:: What the task asks ::
Where a line of the listing below includes the word "dead", reproduce that line.

:: Materials provided ::
= Beginning of Section =
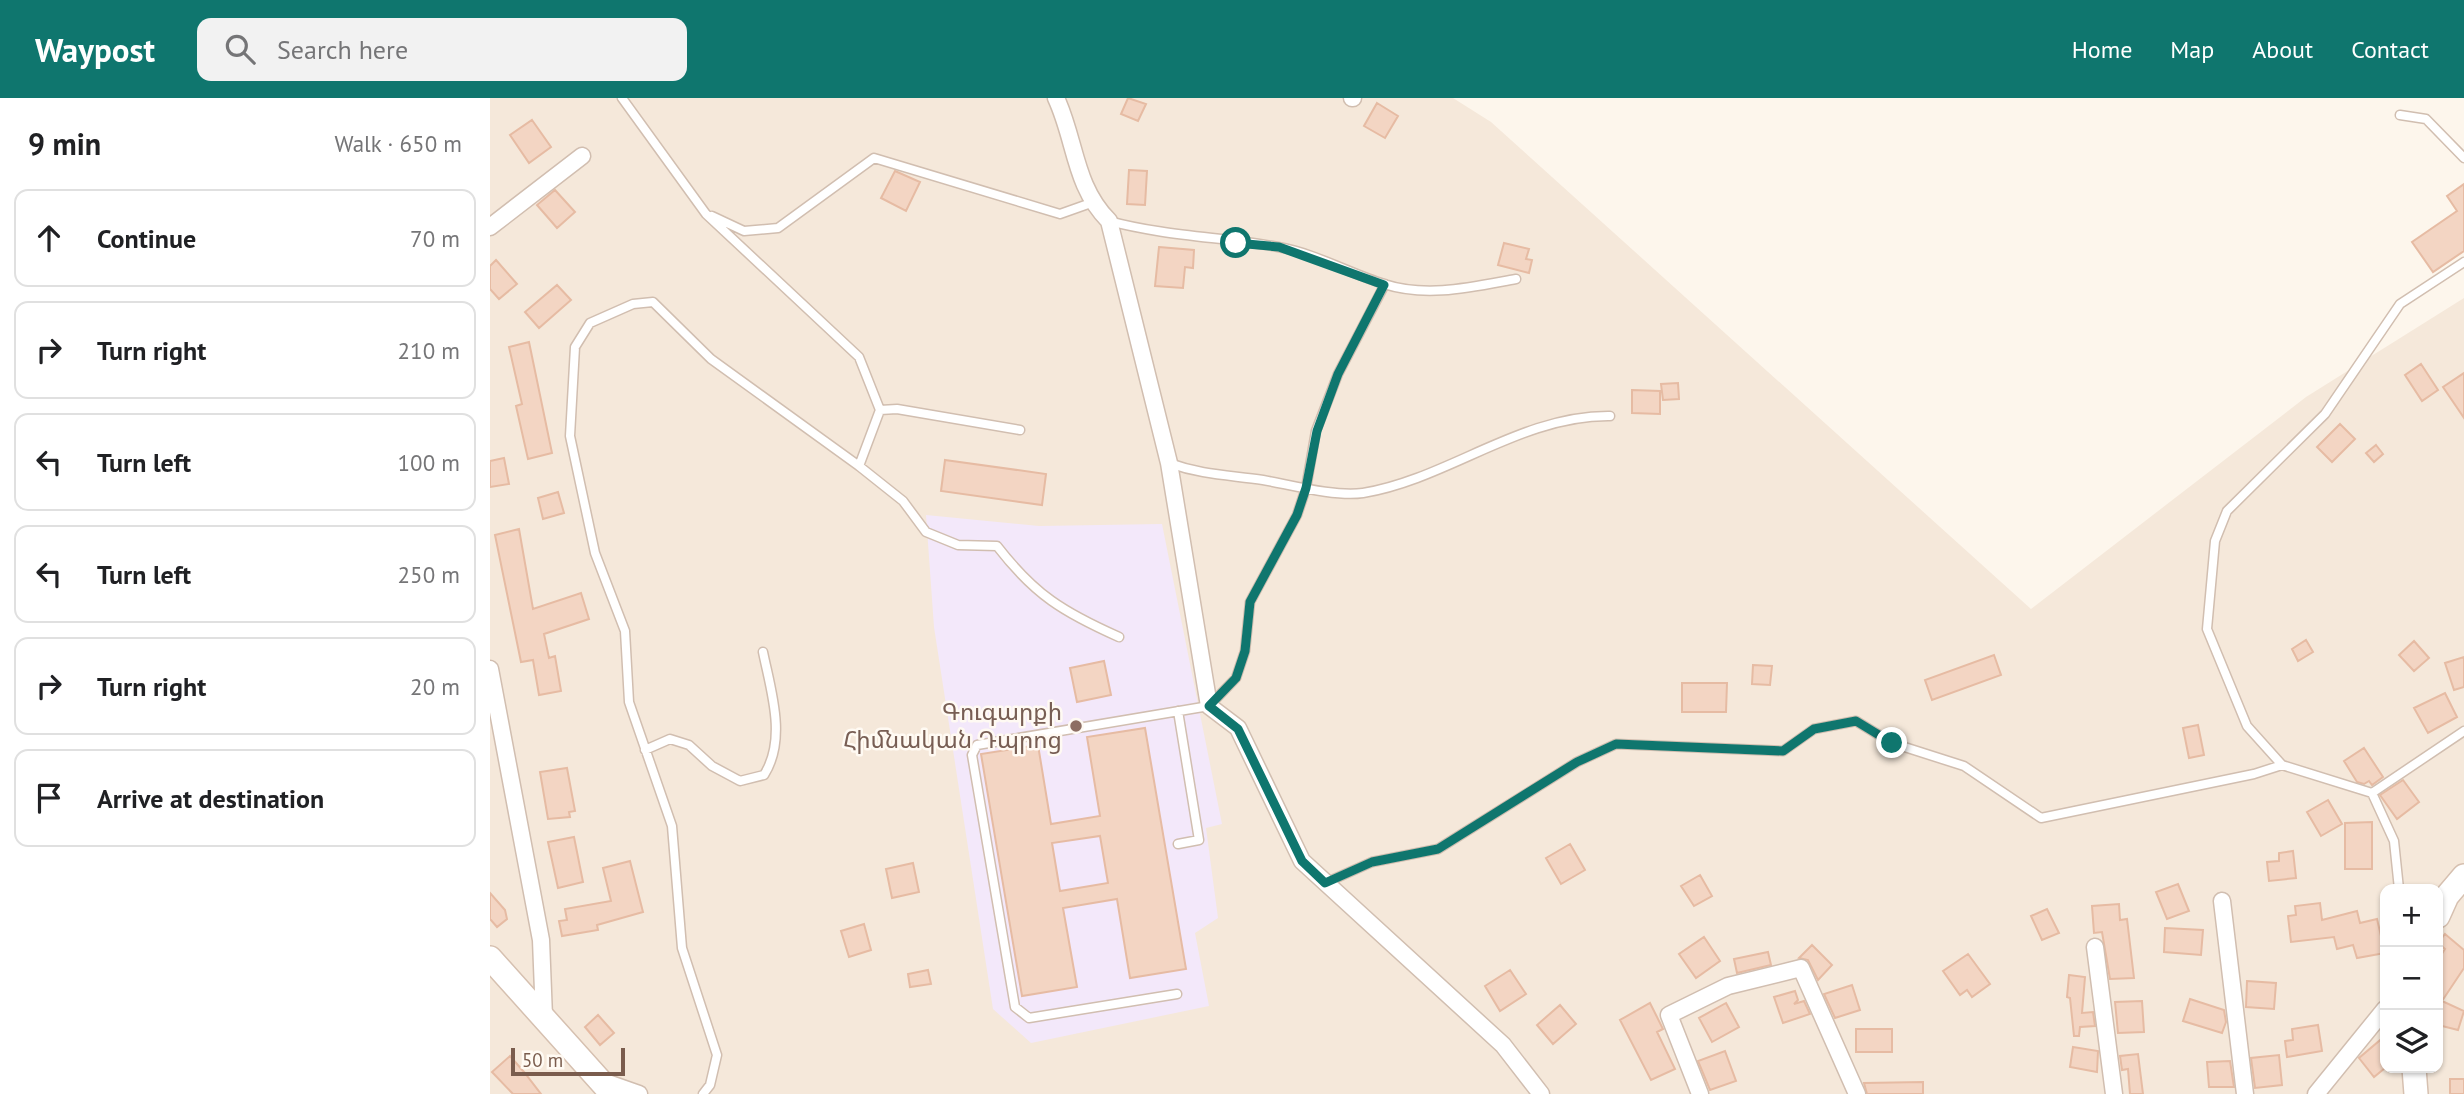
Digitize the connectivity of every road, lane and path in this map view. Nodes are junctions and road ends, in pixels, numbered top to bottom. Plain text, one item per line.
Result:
1 (622, 98) edge
2 (1056, 98) edge
3 (2400, 116) dead end
4 (582, 156) dead end
5 (2464, 158) edge
6 (1091, 203) junction
7 (706, 214) junction
8 (1109, 221) junction
9 (490, 227) edge
10 (2464, 262) edge
11 (1516, 279) dead end
12 (1384, 285) junction
13 (880, 410) junction
14 (1610, 416) dead end
15 (1020, 430) dead end
16 (1169, 463) junction
17 (859, 466) junction
18 (1306, 488) junction
19 (1119, 637) dead end
20 (763, 652) dead end
21 (490, 669) edge
22 (1209, 706) junction
23 (1178, 711) junction
24 (2464, 731) edge
25 (645, 750) junction
26 (2282, 765) junction
27 (2372, 793) junction
28 (1178, 844) dead end
29 (2464, 876) edge
30 (1325, 883) junction
31 (2398, 884) edge
32 (2222, 901) dead end
33 (2443, 905) edge
34 (2095, 947) dead end
35 (490, 958) edge
36 (1177, 994) dead end
37 (2384, 1010) edge
38 (544, 1017) junction
39 (2414, 1073) edge
40 (606, 1087) edge
41 (639, 1094) edge
42 (703, 1094) edge
43 (1541, 1094) edge
44 (1700, 1094) edge
45 (1857, 1094) edge
46 (2113, 1094) edge
47 (2245, 1094) edge
48 (2316, 1094) edge
49 (2416, 1094) edge

1 - 7 lane
2 - 6 street
3 - 5 lane
4 - 9 street
6 - 7 lane
6 - 8 street
7 - 13 lane
8 - 12 lane
8 - 16 street
10 - 26 lane
11 - 12 lane
12 - 18 lane
13 - 15 lane
13 - 17 lane
14 - 18 lane
16 - 18 lane
16 - 22 street
17 - 19 lane
17 - 25 lane
18 - 22 lane
20 - 25 lane
21 - 38 street
22 - 23 lane
22 - 30 street
23 - 28 lane
23 - 36 lane
24 - 27 lane
25 - 42 lane
26 - 27 lane
26 - 30 lane
27 - 31 lane
29 - 33 street
30 - 43 street
32 - 47 street
34 - 46 street
35 - 38 street
37 - 48 street
38 - 40 street
39 - 49 street
40 - 41 street
44 - 45 street

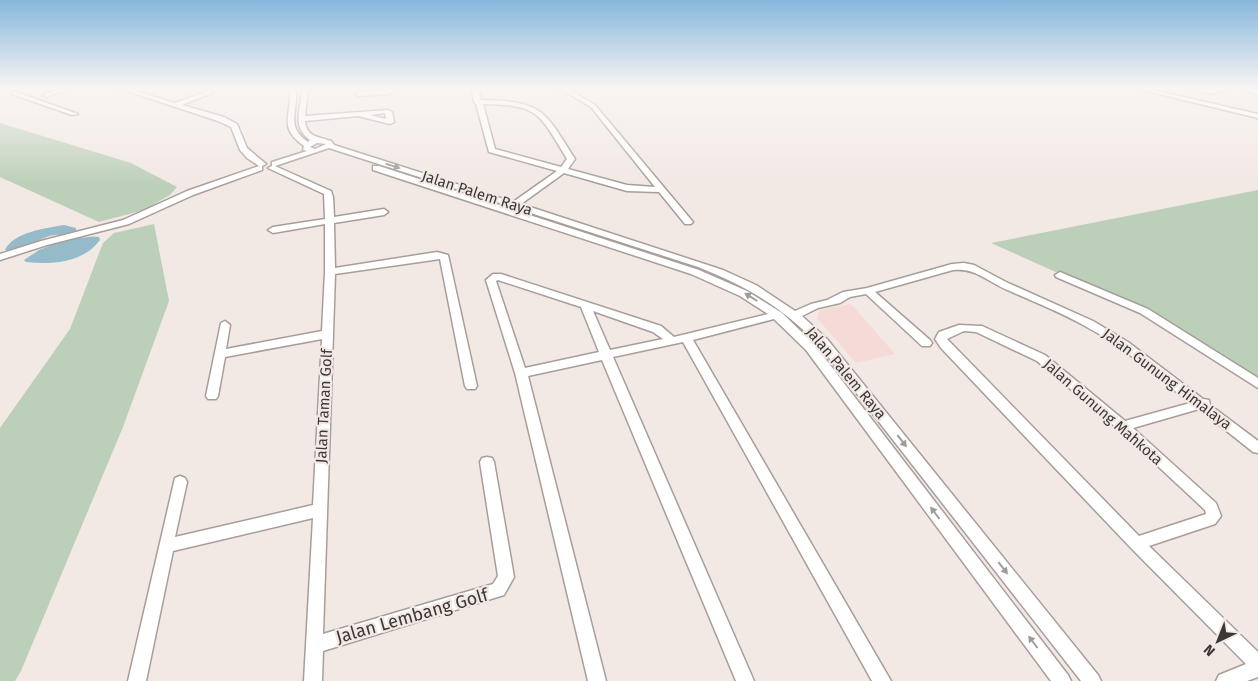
= End of Section =
:: Task output ::
3 (2400, 116) dead end
4 (582, 156) dead end
11 (1516, 279) dead end
14 (1610, 416) dead end
15 (1020, 430) dead end
19 (1119, 637) dead end
20 (763, 652) dead end
28 (1178, 844) dead end
32 (2222, 901) dead end
34 (2095, 947) dead end
36 (1177, 994) dead end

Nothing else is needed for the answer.